**WHAT IS BEING ASKED:** Looking at the records below, say how many lines include "edges", and add nothing else.

**MATERIAL FOR THIS EXERCISE:**
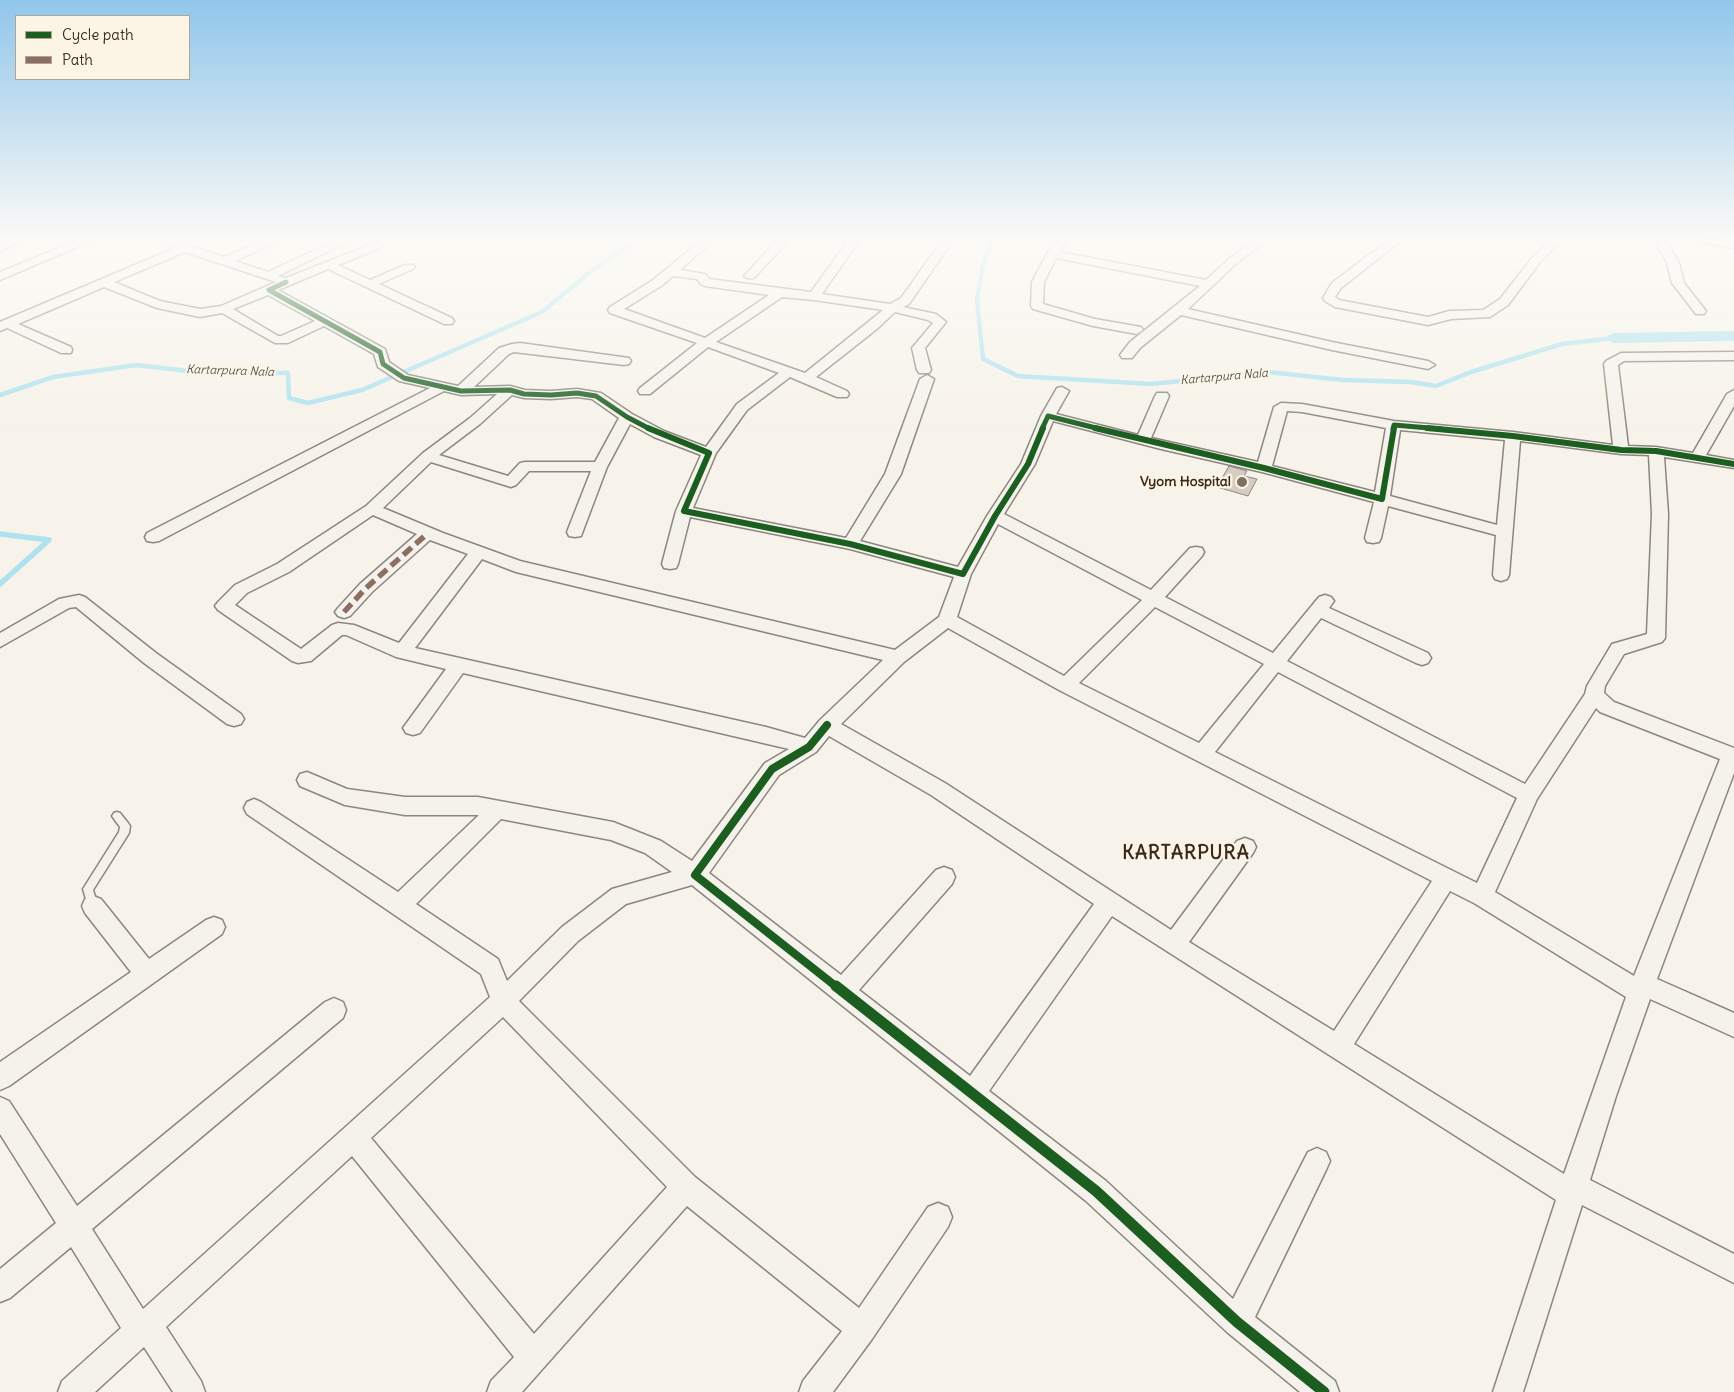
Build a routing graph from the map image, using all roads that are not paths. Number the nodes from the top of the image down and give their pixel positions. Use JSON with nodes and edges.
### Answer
{"nodes":[{"id":1,"x":56,"y":304,"type":"edge"},
{"id":2,"x":157,"y":304,"type":"edge"},
{"id":3,"x":236,"y":304,"type":"edge"},
{"id":4,"x":294,"y":304,"type":"edge"},
{"id":5,"x":412,"y":304,"type":"edge"},
{"id":6,"x":623,"y":304,"type":"edge"},
{"id":7,"x":764,"y":304,"type":"edge"},
{"id":8,"x":866,"y":304,"type":"edge"},
{"id":9,"x":900,"y":304,"type":"edge"},
{"id":10,"x":1037,"y":304,"type":"edge"},
{"id":11,"x":1184,"y":304,"type":"edge"},
{"id":12,"x":1340,"y":304,"type":"edge"},
{"id":13,"x":1501,"y":304,"type":"edge"},
{"id":14,"x":1694,"y":304,"type":"edge"},
{"id":15,"x":892,"y":308,"type":"junction"},
{"id":16,"x":224,"y":309,"type":"junction"},
{"id":17,"x":1177,"y":310,"type":"junction"},
{"id":18,"x":1700,"y":311,"type":"dead end"},
{"id":19,"x":325,"y":321,"type":"junction"},
{"id":20,"x":448,"y":321,"type":"dead end"},
{"id":21,"x":4,"y":326,"type":"edge"},
{"id":22,"x":1137,"y":330,"type":"dead end"},
{"id":23,"x":705,"y":343,"type":"junction"},
{"id":24,"x":66,"y":350,"type":"dead end"},
{"id":25,"x":1126,"y":355,"type":"dead end"},
{"id":26,"x":1733,"y":358,"type":"edge"},
{"id":27,"x":624,"y":362,"type":"dead end"},
{"id":28,"x":383,"y":364,"type":"joint"},
{"id":29,"x":1428,"y":365,"type":"dead end"},
{"id":30,"x":788,"y":372,"type":"junction"},
{"id":31,"x":807,"y":378,"type":"junction"},
{"id":32,"x":442,"y":387,"type":"junction"},
{"id":33,"x":510,"y":390,"type":"junction"},
{"id":34,"x":1062,"y":390,"type":"dead end"},
{"id":35,"x":461,"y":391,"type":"junction"},
{"id":36,"x":645,"y":391,"type":"dead end"},
{"id":37,"x":842,"y":394,"type":"dead end"},
{"id":38,"x":1734,"y":394,"type":"edge"},
{"id":39,"x":1162,"y":396,"type":"dead end"},
{"id":40,"x":1048,"y":416,"type":"junction"},
{"id":41,"x":626,"y":417,"type":"junction"},
{"id":42,"x":1394,"y":426,"type":"junction"},
{"id":43,"x":1514,"y":436,"type":"junction"},
{"id":44,"x":1144,"y":440,"type":"junction"},
{"id":45,"x":1621,"y":450,"type":"junction"},
{"id":46,"x":1656,"y":451,"type":"junction"},
{"id":47,"x":709,"y":453,"type":"junction"},
{"id":48,"x":428,"y":456,"type":"junction"},
{"id":49,"x":1697,"y":458,"type":"junction"},
{"id":50,"x":1734,"y":464,"type":"edge"},
{"id":51,"x":600,"y":467,"type":"junction"},
{"id":52,"x":1264,"y":468,"type":"junction"},
{"id":53,"x":1382,"y":499,"type":"junction"},
{"id":54,"x":372,"y":509,"type":"junction"},
{"id":55,"x":684,"y":512,"type":"junction"},
{"id":56,"x":995,"y":516,"type":"junction"},
{"id":57,"x":575,"y":532,"type":"dead end"},
{"id":58,"x":1505,"y":532,"type":"junction"},
{"id":59,"x":428,"y":533,"type":"junction"},
{"id":60,"x":152,"y":537,"type":"dead end"},
{"id":61,"x":1373,"y":538,"type":"dead end"},
{"id":62,"x":850,"y":544,"type":"junction"},
{"id":63,"x":478,"y":552,"type":"junction"},
{"id":64,"x":1196,"y":552,"type":"dead end"},
{"id":65,"x":670,"y":564,"type":"dead end"},
{"id":66,"x":963,"y":574,"type":"junction"},
{"id":67,"x":1501,"y":575,"type":"dead end"},
{"id":68,"x":1154,"y":598,"type":"junction"},
{"id":69,"x":344,"y":612,"type":"dead end"},
{"id":70,"x":947,"y":620,"type":"junction"},
{"id":71,"x":0,"y":641,"type":"edge"},
{"id":72,"x":402,"y":652,"type":"junction"},
{"id":73,"x":898,"y":657,"type":"junction"},
{"id":74,"x":1422,"y":658,"type":"dead end"},
{"id":75,"x":1276,"y":662,"type":"junction"},
{"id":76,"x":458,"y":666,"type":"junction"},
{"id":77,"x":1066,"y":685,"type":"junction"},
{"id":78,"x":1594,"y":695,"type":"junction"},
{"id":79,"x":234,"y":719,"type":"dead end"},
{"id":80,"x":827,"y":725,"type":"junction"},
{"id":81,"x":412,"y":728,"type":"dead end"},
{"id":82,"x":809,"y":747,"type":"junction"},
{"id":83,"x":1202,"y":754,"type":"junction"},
{"id":84,"x":1732,"y":755,"type":"edge"},
{"id":85,"x":307,"y":780,"type":"dead end"},
{"id":86,"x":1529,"y":795,"type":"junction"},
{"id":87,"x":254,"y":808,"type":"dead end"},
{"id":88,"x":498,"y":809,"type":"junction"},
{"id":89,"x":117,"y":816,"type":"dead end"},
{"id":90,"x":1244,"y":847,"type":"dead end"},
{"id":91,"x":694,"y":874,"type":"junction"},
{"id":92,"x":944,"y":878,"type":"dead end"},
{"id":93,"x":1446,"y":878,"type":"junction"},
{"id":94,"x":1482,"y":896,"type":"junction"},
{"id":95,"x":1109,"y":901,"type":"junction"},
{"id":96,"x":400,"y":904,"type":"junction"},
{"id":97,"x":93,"y":906,"type":"joint"},
{"id":98,"x":214,"y":927,"type":"dead end"},
{"id":99,"x":1174,"y":944,"type":"junction"},
{"id":100,"x":147,"y":974,"type":"junction"},
{"id":101,"x":1642,"y":988,"type":"junction"},
{"id":102,"x":842,"y":991,"type":"junction"},
{"id":103,"x":503,"y":1002,"type":"junction"},
{"id":104,"x":334,"y":1010,"type":"dead end"},
{"id":105,"x":1734,"y":1025,"type":"edge"},
{"id":106,"x":1338,"y":1047,"type":"junction"},
{"id":107,"x":0,"y":1077,"type":"edge"},
{"id":108,"x":972,"y":1094,"type":"junction"},
{"id":109,"x":0,"y":1110,"type":"edge"},
{"id":110,"x":353,"y":1137,"type":"junction"},
{"id":111,"x":1317,"y":1161,"type":"dead end"},
{"id":112,"x":685,"y":1187,"type":"junction"},
{"id":113,"x":1573,"y":1190,"type":"junction"},
{"id":114,"x":938,"y":1217,"type":"dead end"},
{"id":115,"x":75,"y":1227,"type":"junction"},
{"id":116,"x":1734,"y":1269,"type":"edge"},
{"id":117,"x":0,"y":1288,"type":"edge"},
{"id":118,"x":1238,"y":1322,"type":"junction"},
{"id":119,"x":144,"y":1328,"type":"junction"},
{"id":120,"x":862,"y":1330,"type":"junction"},
{"id":121,"x":533,"y":1357,"type":"junction"},
{"id":122,"x":73,"y":1392,"type":"edge"},
{"id":123,"x":190,"y":1392,"type":"edge"},
{"id":124,"x":502,"y":1392,"type":"edge"},
{"id":125,"x":814,"y":1392,"type":"edge"},
{"id":126,"x":1324,"y":1392,"type":"edge"},
{"id":127,"x":1508,"y":1392,"type":"edge"}],
"edges":[{"from":1,"to":21,"type":"street"},
{"from":2,"to":16,"type":"street"},
{"from":3,"to":16,"type":"street"},
{"from":4,"to":19,"type":"street"},
{"from":5,"to":20,"type":"street"},
{"from":6,"to":23,"type":"street"},
{"from":7,"to":23,"type":"street"},
{"from":8,"to":15,"type":"street"},
{"from":9,"to":15,"type":"street"},
{"from":10,"to":22,"type":"street"},
{"from":11,"to":17,"type":"street"},
{"from":12,"to":13,"type":"street"},
{"from":14,"to":18,"type":"street"},
{"from":15,"to":31,"type":"street"},
{"from":15,"to":62,"type":"street"},
{"from":16,"to":19,"type":"street"},
{"from":17,"to":25,"type":"street"},
{"from":17,"to":29,"type":"street"},
{"from":19,"to":28,"type":"street"},
{"from":21,"to":24,"type":"street"},
{"from":23,"to":30,"type":"street"},
{"from":23,"to":36,"type":"street"},
{"from":26,"to":45,"type":"street"},
{"from":27,"to":35,"type":"street"},
{"from":28,"to":32,"type":"street"},
{"from":30,"to":31,"type":"street"},
{"from":30,"to":47,"type":"street"},
{"from":31,"to":37,"type":"street"},
{"from":32,"to":35,"type":"street"},
{"from":32,"to":60,"type":"street"},
{"from":33,"to":35,"type":"street"},
{"from":33,"to":41,"type":"street"},
{"from":33,"to":48,"type":"street"},
{"from":34,"to":40,"type":"street"},
{"from":38,"to":49,"type":"street"},
{"from":39,"to":44,"type":"street"},
{"from":40,"to":44,"type":"street"},
{"from":40,"to":56,"type":"street"},
{"from":41,"to":47,"type":"street"},
{"from":41,"to":51,"type":"street"},
{"from":42,"to":43,"type":"street"},
{"from":42,"to":52,"type":"street"},
{"from":42,"to":53,"type":"street"},
{"from":43,"to":45,"type":"street"},
{"from":43,"to":58,"type":"street"},
{"from":44,"to":52,"type":"street"},
{"from":45,"to":46,"type":"street"},
{"from":46,"to":49,"type":"street"},
{"from":46,"to":78,"type":"street"},
{"from":47,"to":55,"type":"street"},
{"from":48,"to":51,"type":"street"},
{"from":48,"to":54,"type":"street"},
{"from":49,"to":50,"type":"street"},
{"from":51,"to":57,"type":"street"},
{"from":52,"to":53,"type":"street"},
{"from":53,"to":58,"type":"street"},
{"from":53,"to":61,"type":"street"},
{"from":54,"to":59,"type":"street"},
{"from":54,"to":72,"type":"street"},
{"from":55,"to":62,"type":"street"},
{"from":55,"to":65,"type":"street"},
{"from":56,"to":66,"type":"street"},
{"from":56,"to":68,"type":"street"},
{"from":58,"to":67,"type":"street"},
{"from":59,"to":63,"type":"street"},
{"from":59,"to":69,"type":"street"},
{"from":62,"to":66,"type":"street"},
{"from":63,"to":72,"type":"street"},
{"from":63,"to":73,"type":"street"},
{"from":64,"to":68,"type":"street"},
{"from":66,"to":70,"type":"street"},
{"from":68,"to":75,"type":"street"},
{"from":68,"to":77,"type":"street"},
{"from":70,"to":73,"type":"street"},
{"from":70,"to":77,"type":"street"},
{"from":71,"to":79,"type":"street"},
{"from":72,"to":76,"type":"street"},
{"from":73,"to":80,"type":"street"},
{"from":74,"to":75,"type":"street"},
{"from":75,"to":83,"type":"street"},
{"from":75,"to":86,"type":"street"},
{"from":76,"to":81,"type":"street"},
{"from":76,"to":82,"type":"street"},
{"from":77,"to":83,"type":"street"},
{"from":78,"to":84,"type":"street"},
{"from":78,"to":86,"type":"street"},
{"from":80,"to":82,"type":"street"},
{"from":80,"to":95,"type":"street"},
{"from":82,"to":91,"type":"street"},
{"from":83,"to":93,"type":"street"},
{"from":84,"to":101,"type":"street"},
{"from":85,"to":88,"type":"street"},
{"from":86,"to":94,"type":"street"},
{"from":87,"to":96,"type":"street"},
{"from":88,"to":91,"type":"street"},
{"from":88,"to":96,"type":"street"},
{"from":89,"to":97,"type":"lane"},
{"from":90,"to":99,"type":"street"},
{"from":91,"to":102,"type":"street"},
{"from":91,"to":103,"type":"street"},
{"from":92,"to":102,"type":"street"},
{"from":93,"to":94,"type":"street"},
{"from":93,"to":106,"type":"street"},
{"from":94,"to":101,"type":"street"},
{"from":95,"to":99,"type":"street"},
{"from":95,"to":108,"type":"street"},
{"from":96,"to":103,"type":"street"},
{"from":97,"to":100,"type":"street"},
{"from":98,"to":100,"type":"street"},
{"from":99,"to":106,"type":"street"},
{"from":100,"to":107,"type":"street"},
{"from":101,"to":105,"type":"street"},
{"from":101,"to":113,"type":"street"},
{"from":102,"to":108,"type":"street"},
{"from":103,"to":110,"type":"street"},
{"from":103,"to":112,"type":"street"},
{"from":104,"to":115,"type":"street"},
{"from":106,"to":113,"type":"street"},
{"from":108,"to":118,"type":"street"},
{"from":109,"to":115,"type":"street"},
{"from":110,"to":119,"type":"street"},
{"from":110,"to":121,"type":"street"},
{"from":111,"to":118,"type":"street"},
{"from":112,"to":120,"type":"street"},
{"from":112,"to":121,"type":"street"},
{"from":113,"to":116,"type":"street"},
{"from":113,"to":127,"type":"street"},
{"from":114,"to":120,"type":"street"},
{"from":115,"to":117,"type":"street"},
{"from":115,"to":119,"type":"street"},
{"from":118,"to":126,"type":"street"},
{"from":119,"to":122,"type":"street"},
{"from":119,"to":123,"type":"street"},
{"from":120,"to":125,"type":"street"},
{"from":121,"to":124,"type":"street"}]}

**ANSWER:** 2